» YOUR TASK:
Print the listing exactly.

» RECORD SET:
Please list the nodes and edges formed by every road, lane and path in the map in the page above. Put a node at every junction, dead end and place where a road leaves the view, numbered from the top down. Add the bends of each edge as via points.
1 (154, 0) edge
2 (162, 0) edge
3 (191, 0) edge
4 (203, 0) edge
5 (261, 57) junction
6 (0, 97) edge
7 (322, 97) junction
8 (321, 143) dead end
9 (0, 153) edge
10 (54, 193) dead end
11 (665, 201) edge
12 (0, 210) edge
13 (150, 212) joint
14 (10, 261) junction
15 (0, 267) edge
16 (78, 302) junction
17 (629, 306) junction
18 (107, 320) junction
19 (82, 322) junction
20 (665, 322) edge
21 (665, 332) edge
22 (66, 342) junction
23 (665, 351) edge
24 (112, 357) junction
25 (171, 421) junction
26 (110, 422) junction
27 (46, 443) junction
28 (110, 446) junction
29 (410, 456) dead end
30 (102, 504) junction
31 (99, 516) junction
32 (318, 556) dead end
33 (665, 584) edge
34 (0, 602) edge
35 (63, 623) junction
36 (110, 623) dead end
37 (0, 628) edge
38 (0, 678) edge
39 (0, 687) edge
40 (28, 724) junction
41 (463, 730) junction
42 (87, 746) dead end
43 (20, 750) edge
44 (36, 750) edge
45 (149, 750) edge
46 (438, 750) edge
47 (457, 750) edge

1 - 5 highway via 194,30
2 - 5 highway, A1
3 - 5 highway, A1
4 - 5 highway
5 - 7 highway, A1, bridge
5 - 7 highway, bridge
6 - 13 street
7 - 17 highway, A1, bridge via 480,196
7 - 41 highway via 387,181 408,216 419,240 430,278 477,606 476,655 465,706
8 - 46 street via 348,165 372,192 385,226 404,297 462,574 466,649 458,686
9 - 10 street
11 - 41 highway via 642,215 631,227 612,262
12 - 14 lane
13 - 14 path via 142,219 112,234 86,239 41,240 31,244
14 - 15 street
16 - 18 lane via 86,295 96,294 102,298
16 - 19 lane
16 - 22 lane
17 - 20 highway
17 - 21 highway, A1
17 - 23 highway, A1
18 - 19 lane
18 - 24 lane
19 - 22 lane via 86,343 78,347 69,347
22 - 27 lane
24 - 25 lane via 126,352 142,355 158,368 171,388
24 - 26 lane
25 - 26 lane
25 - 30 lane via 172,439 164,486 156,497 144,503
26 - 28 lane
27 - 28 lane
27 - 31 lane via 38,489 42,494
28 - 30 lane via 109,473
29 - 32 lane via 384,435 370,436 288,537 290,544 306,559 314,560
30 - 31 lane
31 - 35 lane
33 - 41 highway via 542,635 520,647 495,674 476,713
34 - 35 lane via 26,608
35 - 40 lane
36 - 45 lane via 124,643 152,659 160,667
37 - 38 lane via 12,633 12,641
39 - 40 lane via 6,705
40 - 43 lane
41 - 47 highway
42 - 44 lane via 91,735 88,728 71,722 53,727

» RESPONSE TO THE EXERCISE:
Please list the nodes and edges formed by every road, lane and path in the map in the page above. Put a node at every junction, dead end and place where a road leaves the view, numbered from the top down. Add the bends of each edge as via points.
1 (154, 0) edge
2 (162, 0) edge
3 (191, 0) edge
4 (203, 0) edge
5 (261, 57) junction
6 (0, 97) edge
7 (322, 97) junction
8 (321, 143) dead end
9 (0, 153) edge
10 (54, 193) dead end
11 (665, 201) edge
12 (0, 210) edge
13 (150, 212) joint
14 (10, 261) junction
15 (0, 267) edge
16 (78, 302) junction
17 (629, 306) junction
18 (107, 320) junction
19 (82, 322) junction
20 (665, 322) edge
21 (665, 332) edge
22 (66, 342) junction
23 (665, 351) edge
24 (112, 357) junction
25 (171, 421) junction
26 (110, 422) junction
27 (46, 443) junction
28 (110, 446) junction
29 (410, 456) dead end
30 (102, 504) junction
31 (99, 516) junction
32 (318, 556) dead end
33 (665, 584) edge
34 (0, 602) edge
35 (63, 623) junction
36 (110, 623) dead end
37 (0, 628) edge
38 (0, 678) edge
39 (0, 687) edge
40 (28, 724) junction
41 (463, 730) junction
42 (87, 746) dead end
43 (20, 750) edge
44 (36, 750) edge
45 (149, 750) edge
46 (438, 750) edge
47 (457, 750) edge

1 - 5 highway via 194,30
2 - 5 highway, A1
3 - 5 highway, A1
4 - 5 highway
5 - 7 highway, A1, bridge
5 - 7 highway, bridge
6 - 13 street
7 - 17 highway, A1, bridge via 480,196
7 - 41 highway via 387,181 408,216 419,240 430,278 477,606 476,655 465,706
8 - 46 street via 348,165 372,192 385,226 404,297 462,574 466,649 458,686
9 - 10 street
11 - 41 highway via 642,215 631,227 612,262
12 - 14 lane
13 - 14 path via 142,219 112,234 86,239 41,240 31,244
14 - 15 street
16 - 18 lane via 86,295 96,294 102,298
16 - 19 lane
16 - 22 lane
17 - 20 highway
17 - 21 highway, A1
17 - 23 highway, A1
18 - 19 lane
18 - 24 lane
19 - 22 lane via 86,343 78,347 69,347
22 - 27 lane
24 - 25 lane via 126,352 142,355 158,368 171,388
24 - 26 lane
25 - 26 lane
25 - 30 lane via 172,439 164,486 156,497 144,503
26 - 28 lane
27 - 28 lane
27 - 31 lane via 38,489 42,494
28 - 30 lane via 109,473
29 - 32 lane via 384,435 370,436 288,537 290,544 306,559 314,560
30 - 31 lane
31 - 35 lane
33 - 41 highway via 542,635 520,647 495,674 476,713
34 - 35 lane via 26,608
35 - 40 lane
36 - 45 lane via 124,643 152,659 160,667
37 - 38 lane via 12,633 12,641
39 - 40 lane via 6,705
40 - 43 lane
41 - 47 highway
42 - 44 lane via 91,735 88,728 71,722 53,727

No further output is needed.